• _Your goal_: Your answer should repeat every line of the records below in which the word "wherever" appears.

Stored entries

******************************

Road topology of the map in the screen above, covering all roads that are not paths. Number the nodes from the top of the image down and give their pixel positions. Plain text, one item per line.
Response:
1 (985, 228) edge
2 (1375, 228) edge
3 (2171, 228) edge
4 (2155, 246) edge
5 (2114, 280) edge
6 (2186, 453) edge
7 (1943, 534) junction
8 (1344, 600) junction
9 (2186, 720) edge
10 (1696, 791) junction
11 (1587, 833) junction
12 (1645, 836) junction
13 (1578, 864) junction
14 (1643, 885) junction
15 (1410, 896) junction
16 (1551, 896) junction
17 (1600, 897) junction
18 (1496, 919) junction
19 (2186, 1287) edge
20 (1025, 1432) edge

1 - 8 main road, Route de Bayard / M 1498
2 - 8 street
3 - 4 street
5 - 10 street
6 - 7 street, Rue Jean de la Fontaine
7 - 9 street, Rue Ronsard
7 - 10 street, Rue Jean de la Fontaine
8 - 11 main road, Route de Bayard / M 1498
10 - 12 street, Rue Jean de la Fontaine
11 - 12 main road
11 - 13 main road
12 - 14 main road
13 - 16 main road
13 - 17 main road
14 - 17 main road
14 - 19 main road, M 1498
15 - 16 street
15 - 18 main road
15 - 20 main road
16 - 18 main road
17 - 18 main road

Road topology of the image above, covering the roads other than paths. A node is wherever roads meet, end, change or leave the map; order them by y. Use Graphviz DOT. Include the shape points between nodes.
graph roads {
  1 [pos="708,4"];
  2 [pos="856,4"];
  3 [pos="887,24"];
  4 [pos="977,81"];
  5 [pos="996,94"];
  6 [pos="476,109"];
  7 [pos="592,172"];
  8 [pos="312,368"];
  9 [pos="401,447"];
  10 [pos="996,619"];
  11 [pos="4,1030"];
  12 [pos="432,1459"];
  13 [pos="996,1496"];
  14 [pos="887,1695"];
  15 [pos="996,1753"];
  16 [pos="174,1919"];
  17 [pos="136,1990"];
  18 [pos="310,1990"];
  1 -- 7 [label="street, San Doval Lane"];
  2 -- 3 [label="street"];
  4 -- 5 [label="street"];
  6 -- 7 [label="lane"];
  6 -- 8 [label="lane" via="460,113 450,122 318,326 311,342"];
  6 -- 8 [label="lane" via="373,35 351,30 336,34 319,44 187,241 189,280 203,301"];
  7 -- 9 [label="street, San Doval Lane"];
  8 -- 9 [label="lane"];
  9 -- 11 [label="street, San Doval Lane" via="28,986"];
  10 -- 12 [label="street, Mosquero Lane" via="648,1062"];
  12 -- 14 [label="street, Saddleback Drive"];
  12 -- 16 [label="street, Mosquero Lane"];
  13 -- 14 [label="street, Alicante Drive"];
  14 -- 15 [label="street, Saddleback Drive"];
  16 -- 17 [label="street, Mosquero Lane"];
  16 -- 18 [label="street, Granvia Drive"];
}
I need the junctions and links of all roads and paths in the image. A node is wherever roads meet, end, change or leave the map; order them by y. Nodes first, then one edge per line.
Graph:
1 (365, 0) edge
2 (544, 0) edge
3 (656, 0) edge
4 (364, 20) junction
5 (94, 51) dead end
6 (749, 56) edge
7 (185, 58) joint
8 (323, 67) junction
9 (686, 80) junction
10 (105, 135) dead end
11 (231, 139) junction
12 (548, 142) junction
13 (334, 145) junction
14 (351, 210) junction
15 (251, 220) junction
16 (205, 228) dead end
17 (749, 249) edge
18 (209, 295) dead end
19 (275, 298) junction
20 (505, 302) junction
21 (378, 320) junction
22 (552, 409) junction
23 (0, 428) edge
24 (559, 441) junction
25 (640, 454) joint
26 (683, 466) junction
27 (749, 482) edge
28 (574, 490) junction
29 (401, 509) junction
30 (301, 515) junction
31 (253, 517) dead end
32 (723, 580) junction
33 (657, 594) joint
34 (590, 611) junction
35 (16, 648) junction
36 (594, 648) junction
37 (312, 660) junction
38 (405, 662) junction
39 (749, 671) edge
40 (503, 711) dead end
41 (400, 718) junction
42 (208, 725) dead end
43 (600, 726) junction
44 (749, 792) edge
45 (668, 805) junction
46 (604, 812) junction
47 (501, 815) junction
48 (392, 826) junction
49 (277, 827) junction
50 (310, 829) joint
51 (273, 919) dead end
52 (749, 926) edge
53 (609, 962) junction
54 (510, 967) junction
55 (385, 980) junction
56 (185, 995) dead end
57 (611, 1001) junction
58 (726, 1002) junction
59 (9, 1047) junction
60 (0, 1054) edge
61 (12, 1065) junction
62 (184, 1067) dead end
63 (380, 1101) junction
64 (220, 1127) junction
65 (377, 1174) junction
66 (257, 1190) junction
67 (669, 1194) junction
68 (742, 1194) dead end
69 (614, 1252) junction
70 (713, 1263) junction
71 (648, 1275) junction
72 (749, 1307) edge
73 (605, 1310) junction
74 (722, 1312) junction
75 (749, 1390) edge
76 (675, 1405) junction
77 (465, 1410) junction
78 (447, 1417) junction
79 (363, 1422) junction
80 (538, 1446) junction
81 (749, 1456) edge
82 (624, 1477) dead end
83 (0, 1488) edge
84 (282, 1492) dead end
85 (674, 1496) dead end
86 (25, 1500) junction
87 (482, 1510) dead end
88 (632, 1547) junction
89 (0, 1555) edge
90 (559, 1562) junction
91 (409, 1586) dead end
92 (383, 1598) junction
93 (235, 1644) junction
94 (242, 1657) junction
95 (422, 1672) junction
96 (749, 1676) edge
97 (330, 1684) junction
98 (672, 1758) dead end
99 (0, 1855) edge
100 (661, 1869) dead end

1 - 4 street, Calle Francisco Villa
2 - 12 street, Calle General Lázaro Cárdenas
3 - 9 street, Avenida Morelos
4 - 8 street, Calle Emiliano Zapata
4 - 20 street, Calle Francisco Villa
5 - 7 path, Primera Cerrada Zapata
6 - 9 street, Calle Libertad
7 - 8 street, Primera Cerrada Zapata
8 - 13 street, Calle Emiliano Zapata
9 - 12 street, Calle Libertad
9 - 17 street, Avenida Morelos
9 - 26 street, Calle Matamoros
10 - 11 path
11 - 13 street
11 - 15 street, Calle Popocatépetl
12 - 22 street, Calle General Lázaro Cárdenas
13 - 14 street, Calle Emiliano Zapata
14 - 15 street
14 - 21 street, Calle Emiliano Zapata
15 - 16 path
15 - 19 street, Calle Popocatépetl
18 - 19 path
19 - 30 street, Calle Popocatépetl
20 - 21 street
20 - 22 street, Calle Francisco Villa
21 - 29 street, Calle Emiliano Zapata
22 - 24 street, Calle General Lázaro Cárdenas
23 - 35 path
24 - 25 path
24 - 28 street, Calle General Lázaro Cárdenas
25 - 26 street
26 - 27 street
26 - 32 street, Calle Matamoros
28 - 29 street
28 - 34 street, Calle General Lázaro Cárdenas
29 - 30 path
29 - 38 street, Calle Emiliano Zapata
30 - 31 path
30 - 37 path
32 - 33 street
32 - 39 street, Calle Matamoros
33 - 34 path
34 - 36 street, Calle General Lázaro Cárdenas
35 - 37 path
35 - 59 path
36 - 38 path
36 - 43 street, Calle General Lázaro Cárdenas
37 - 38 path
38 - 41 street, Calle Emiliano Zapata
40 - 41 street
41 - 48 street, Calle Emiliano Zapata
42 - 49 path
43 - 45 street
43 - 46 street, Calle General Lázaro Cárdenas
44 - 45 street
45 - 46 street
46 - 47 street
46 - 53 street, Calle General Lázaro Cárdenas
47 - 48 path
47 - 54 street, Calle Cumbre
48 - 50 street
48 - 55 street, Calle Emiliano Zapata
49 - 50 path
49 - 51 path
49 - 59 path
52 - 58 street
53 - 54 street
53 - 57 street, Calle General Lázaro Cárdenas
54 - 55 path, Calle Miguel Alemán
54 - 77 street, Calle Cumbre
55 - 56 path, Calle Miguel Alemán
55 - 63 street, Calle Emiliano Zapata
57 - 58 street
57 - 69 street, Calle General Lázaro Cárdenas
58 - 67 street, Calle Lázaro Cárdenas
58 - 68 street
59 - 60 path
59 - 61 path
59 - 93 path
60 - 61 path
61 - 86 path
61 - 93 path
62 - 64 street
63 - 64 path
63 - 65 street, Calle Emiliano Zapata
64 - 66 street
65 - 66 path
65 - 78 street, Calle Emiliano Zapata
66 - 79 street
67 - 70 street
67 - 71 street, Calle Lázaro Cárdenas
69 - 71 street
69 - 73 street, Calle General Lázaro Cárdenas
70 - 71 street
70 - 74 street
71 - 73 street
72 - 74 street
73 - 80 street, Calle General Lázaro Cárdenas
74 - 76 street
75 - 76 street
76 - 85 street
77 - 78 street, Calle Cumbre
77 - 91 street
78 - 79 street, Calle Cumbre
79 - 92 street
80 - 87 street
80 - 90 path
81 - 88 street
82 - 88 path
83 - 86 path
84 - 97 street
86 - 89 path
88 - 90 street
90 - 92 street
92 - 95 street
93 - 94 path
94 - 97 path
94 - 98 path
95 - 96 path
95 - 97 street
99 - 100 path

******************************

• _Your response_:
Road topology of the image above, covering the roads other than paths. A node is wherever roads meet, end, change or leave the map; order them by y. Use Graphviz DOT. Include the shape points between nodes.
I need the junctions and links of all roads and paths in the image. A node is wherever roads meet, end, change or leave the map; order them by y. Nodes first, then one edge per line.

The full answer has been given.